**What you have to do**
Although the records contain pictures, repeat only the text of every line exactly.

**Entries provided**
=== Begin Enclosure ===

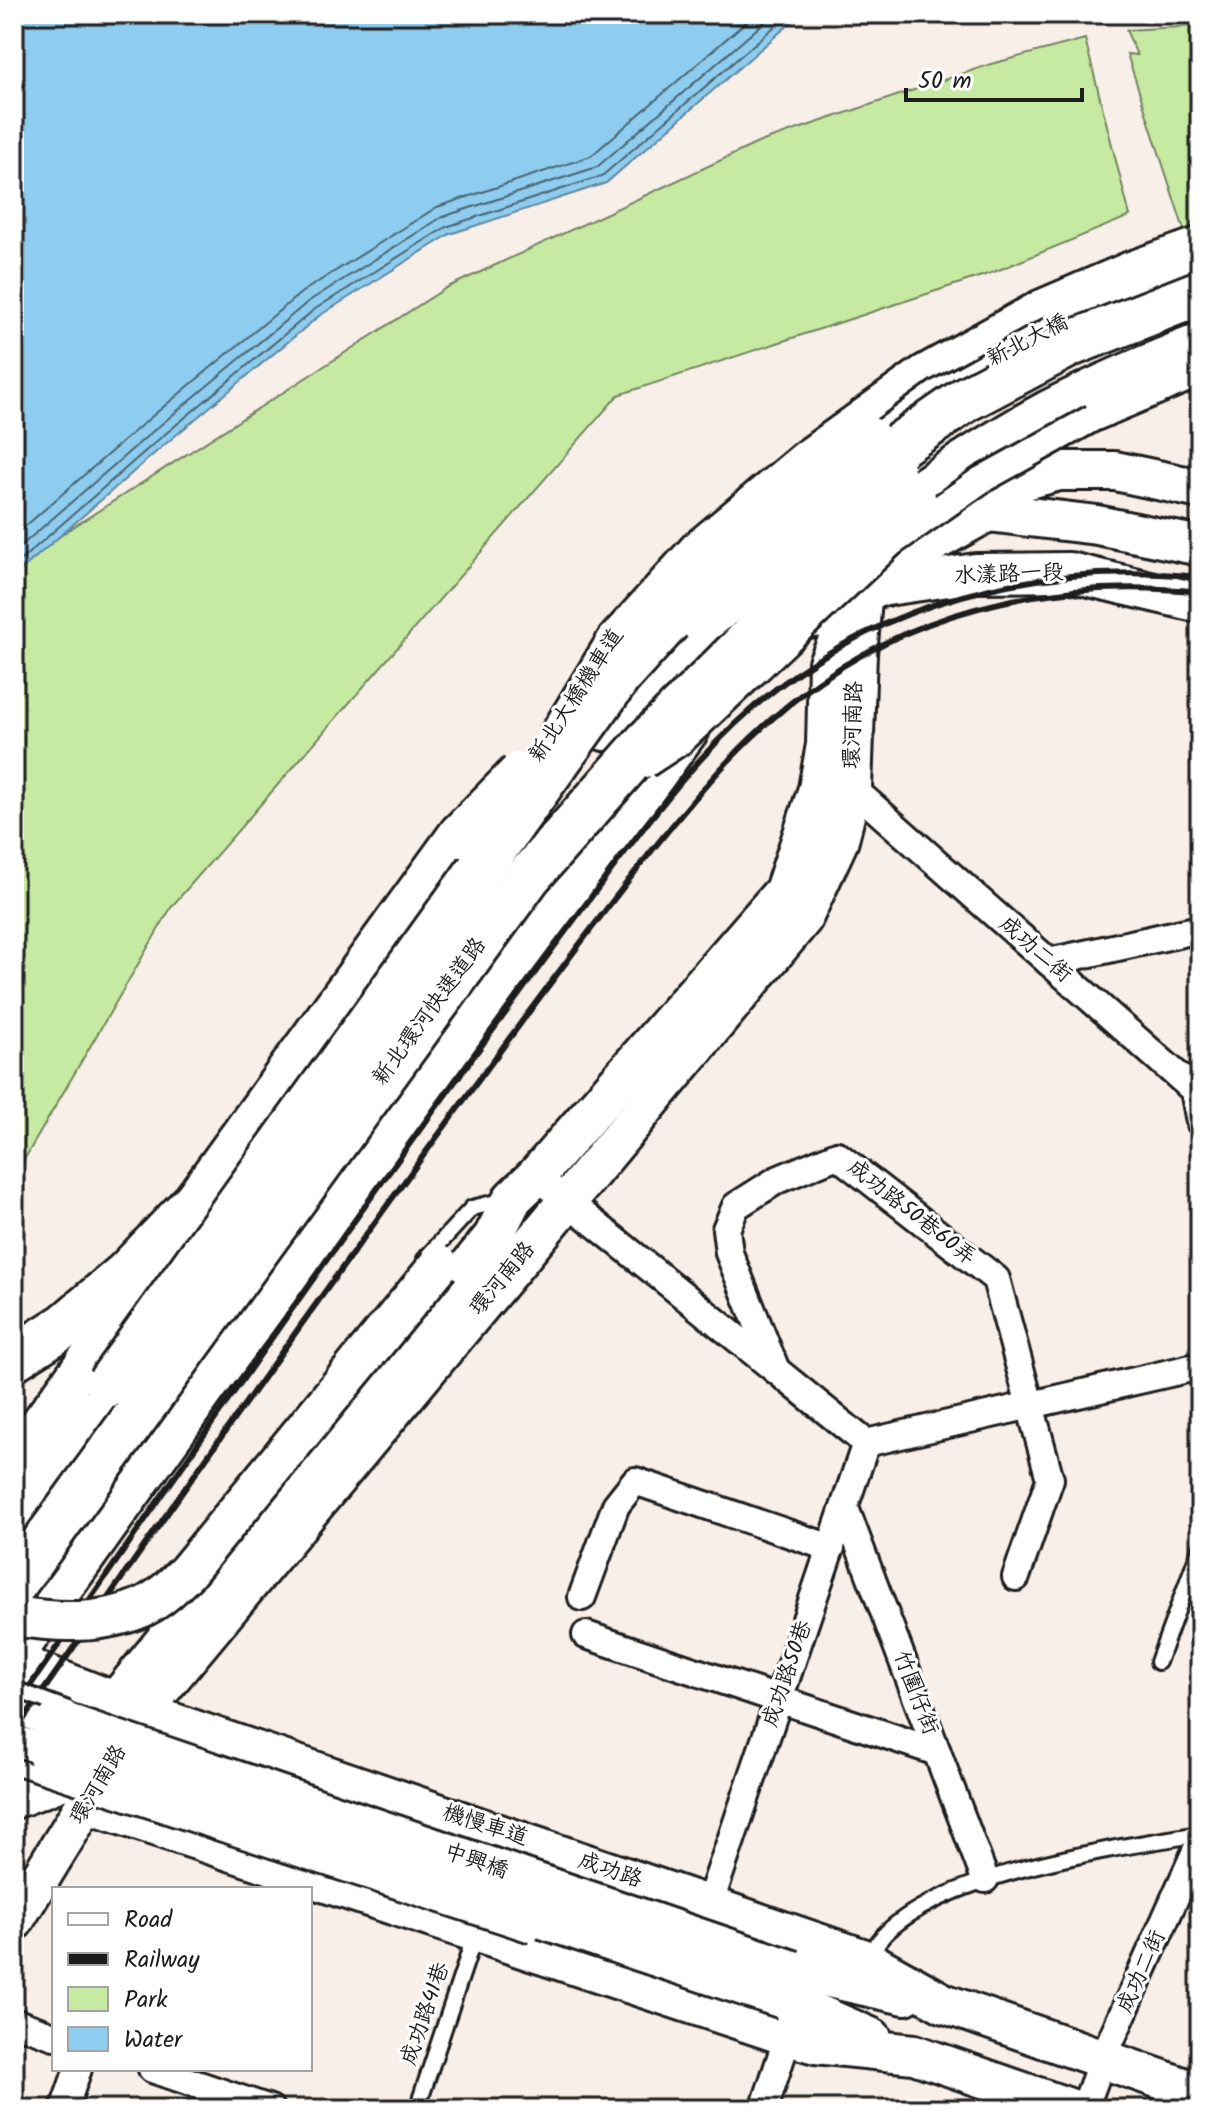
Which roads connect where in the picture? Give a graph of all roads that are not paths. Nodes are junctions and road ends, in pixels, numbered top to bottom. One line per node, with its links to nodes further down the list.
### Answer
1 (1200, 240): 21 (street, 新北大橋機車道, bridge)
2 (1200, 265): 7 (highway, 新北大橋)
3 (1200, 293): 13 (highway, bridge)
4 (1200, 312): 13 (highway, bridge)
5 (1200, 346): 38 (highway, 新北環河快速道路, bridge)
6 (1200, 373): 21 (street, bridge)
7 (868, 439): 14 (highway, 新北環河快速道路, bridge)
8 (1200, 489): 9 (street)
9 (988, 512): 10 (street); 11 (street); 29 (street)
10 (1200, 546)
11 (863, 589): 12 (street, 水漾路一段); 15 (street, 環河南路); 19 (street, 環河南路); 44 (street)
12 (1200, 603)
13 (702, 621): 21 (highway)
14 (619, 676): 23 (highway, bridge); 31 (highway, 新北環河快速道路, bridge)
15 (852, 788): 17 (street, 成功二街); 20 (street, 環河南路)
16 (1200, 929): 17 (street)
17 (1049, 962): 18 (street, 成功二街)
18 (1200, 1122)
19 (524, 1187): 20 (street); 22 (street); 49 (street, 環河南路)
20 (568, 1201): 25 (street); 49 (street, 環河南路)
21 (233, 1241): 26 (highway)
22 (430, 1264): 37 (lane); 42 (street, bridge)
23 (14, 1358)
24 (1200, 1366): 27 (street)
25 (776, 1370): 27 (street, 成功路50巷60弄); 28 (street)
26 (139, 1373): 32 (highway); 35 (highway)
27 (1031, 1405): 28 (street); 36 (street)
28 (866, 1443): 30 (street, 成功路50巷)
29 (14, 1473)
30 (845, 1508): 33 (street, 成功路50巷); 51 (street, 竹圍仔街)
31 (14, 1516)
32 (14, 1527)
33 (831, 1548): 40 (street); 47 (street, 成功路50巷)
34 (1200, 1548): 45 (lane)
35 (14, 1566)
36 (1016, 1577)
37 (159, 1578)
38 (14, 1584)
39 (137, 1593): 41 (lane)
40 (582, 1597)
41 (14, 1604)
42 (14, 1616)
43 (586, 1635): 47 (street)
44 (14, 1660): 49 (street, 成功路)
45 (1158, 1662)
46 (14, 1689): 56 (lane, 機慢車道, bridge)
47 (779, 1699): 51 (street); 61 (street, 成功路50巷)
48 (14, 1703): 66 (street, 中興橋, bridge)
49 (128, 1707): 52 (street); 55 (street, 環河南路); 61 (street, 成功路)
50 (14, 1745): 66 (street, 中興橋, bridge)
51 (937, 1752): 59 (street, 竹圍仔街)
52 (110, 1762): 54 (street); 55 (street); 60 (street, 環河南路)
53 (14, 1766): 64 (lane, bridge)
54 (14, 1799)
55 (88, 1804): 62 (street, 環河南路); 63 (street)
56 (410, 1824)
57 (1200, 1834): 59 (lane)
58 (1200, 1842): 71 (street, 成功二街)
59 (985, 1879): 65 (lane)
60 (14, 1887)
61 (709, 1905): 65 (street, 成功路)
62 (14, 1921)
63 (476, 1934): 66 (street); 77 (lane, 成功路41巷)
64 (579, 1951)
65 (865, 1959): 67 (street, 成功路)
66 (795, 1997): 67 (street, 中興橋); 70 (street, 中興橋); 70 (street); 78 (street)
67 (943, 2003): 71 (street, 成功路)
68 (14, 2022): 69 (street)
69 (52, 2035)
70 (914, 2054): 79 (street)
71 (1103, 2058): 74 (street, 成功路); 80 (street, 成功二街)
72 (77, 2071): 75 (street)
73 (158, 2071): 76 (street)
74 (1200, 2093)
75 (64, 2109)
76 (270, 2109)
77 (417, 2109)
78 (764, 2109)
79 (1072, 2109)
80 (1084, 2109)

=== End Enclosure ===

**Expected output**
Which roads connect where in the picture? Give a graph of all roads that are not paths. Nodes are junctions and road ends, in pixels, numbered top to bottom. One line per node, with its links to nodes further down the list.
### Answer
1 (1200, 240): 21 (street, 新北大橋機車道, bridge)
2 (1200, 265): 7 (highway, 新北大橋)
3 (1200, 293): 13 (highway, bridge)
4 (1200, 312): 13 (highway, bridge)
5 (1200, 346): 38 (highway, 新北環河快速道路, bridge)
6 (1200, 373): 21 (street, bridge)
7 (868, 439): 14 (highway, 新北環河快速道路, bridge)
8 (1200, 489): 9 (street)
9 (988, 512): 10 (street); 11 (street); 29 (street)
10 (1200, 546)
11 (863, 589): 12 (street, 水漾路一段); 15 (street, 環河南路); 19 (street, 環河南路); 44 (street)
12 (1200, 603)
13 (702, 621): 21 (highway)
14 (619, 676): 23 (highway, bridge); 31 (highway, 新北環河快速道路, bridge)
15 (852, 788): 17 (street, 成功二街); 20 (street, 環河南路)
16 (1200, 929): 17 (street)
17 (1049, 962): 18 (street, 成功二街)
18 (1200, 1122)
19 (524, 1187): 20 (street); 22 (street); 49 (street, 環河南路)
20 (568, 1201): 25 (street); 49 (street, 環河南路)
21 (233, 1241): 26 (highway)
22 (430, 1264): 37 (lane); 42 (street, bridge)
23 (14, 1358)
24 (1200, 1366): 27 (street)
25 (776, 1370): 27 (street, 成功路50巷60弄); 28 (street)
26 (139, 1373): 32 (highway); 35 (highway)
27 (1031, 1405): 28 (street); 36 (street)
28 (866, 1443): 30 (street, 成功路50巷)
29 (14, 1473)
30 (845, 1508): 33 (street, 成功路50巷); 51 (street, 竹圍仔街)
31 (14, 1516)
32 (14, 1527)
33 (831, 1548): 40 (street); 47 (street, 成功路50巷)
34 (1200, 1548): 45 (lane)
35 (14, 1566)
36 (1016, 1577)
37 (159, 1578)
38 (14, 1584)
39 (137, 1593): 41 (lane)
40 (582, 1597)
41 (14, 1604)
42 (14, 1616)
43 (586, 1635): 47 (street)
44 (14, 1660): 49 (street, 成功路)
45 (1158, 1662)
46 (14, 1689): 56 (lane, 機慢車道, bridge)
47 (779, 1699): 51 (street); 61 (street, 成功路50巷)
48 (14, 1703): 66 (street, 中興橋, bridge)
49 (128, 1707): 52 (street); 55 (street, 環河南路); 61 (street, 成功路)
50 (14, 1745): 66 (street, 中興橋, bridge)
51 (937, 1752): 59 (street, 竹圍仔街)
52 (110, 1762): 54 (street); 55 (street); 60 (street, 環河南路)
53 (14, 1766): 64 (lane, bridge)
54 (14, 1799)
55 (88, 1804): 62 (street, 環河南路); 63 (street)
56 (410, 1824)
57 (1200, 1834): 59 (lane)
58 (1200, 1842): 71 (street, 成功二街)
59 (985, 1879): 65 (lane)
60 (14, 1887)
61 (709, 1905): 65 (street, 成功路)
62 (14, 1921)
63 (476, 1934): 66 (street); 77 (lane, 成功路41巷)
64 (579, 1951)
65 (865, 1959): 67 (street, 成功路)
66 (795, 1997): 67 (street, 中興橋); 70 (street, 中興橋); 70 (street); 78 (street)
67 (943, 2003): 71 (street, 成功路)
68 (14, 2022): 69 (street)
69 (52, 2035)
70 (914, 2054): 79 (street)
71 (1103, 2058): 74 (street, 成功路); 80 (street, 成功二街)
72 (77, 2071): 75 (street)
73 (158, 2071): 76 (street)
74 (1200, 2093)
75 (64, 2109)
76 (270, 2109)
77 (417, 2109)
78 (764, 2109)
79 (1072, 2109)
80 (1084, 2109)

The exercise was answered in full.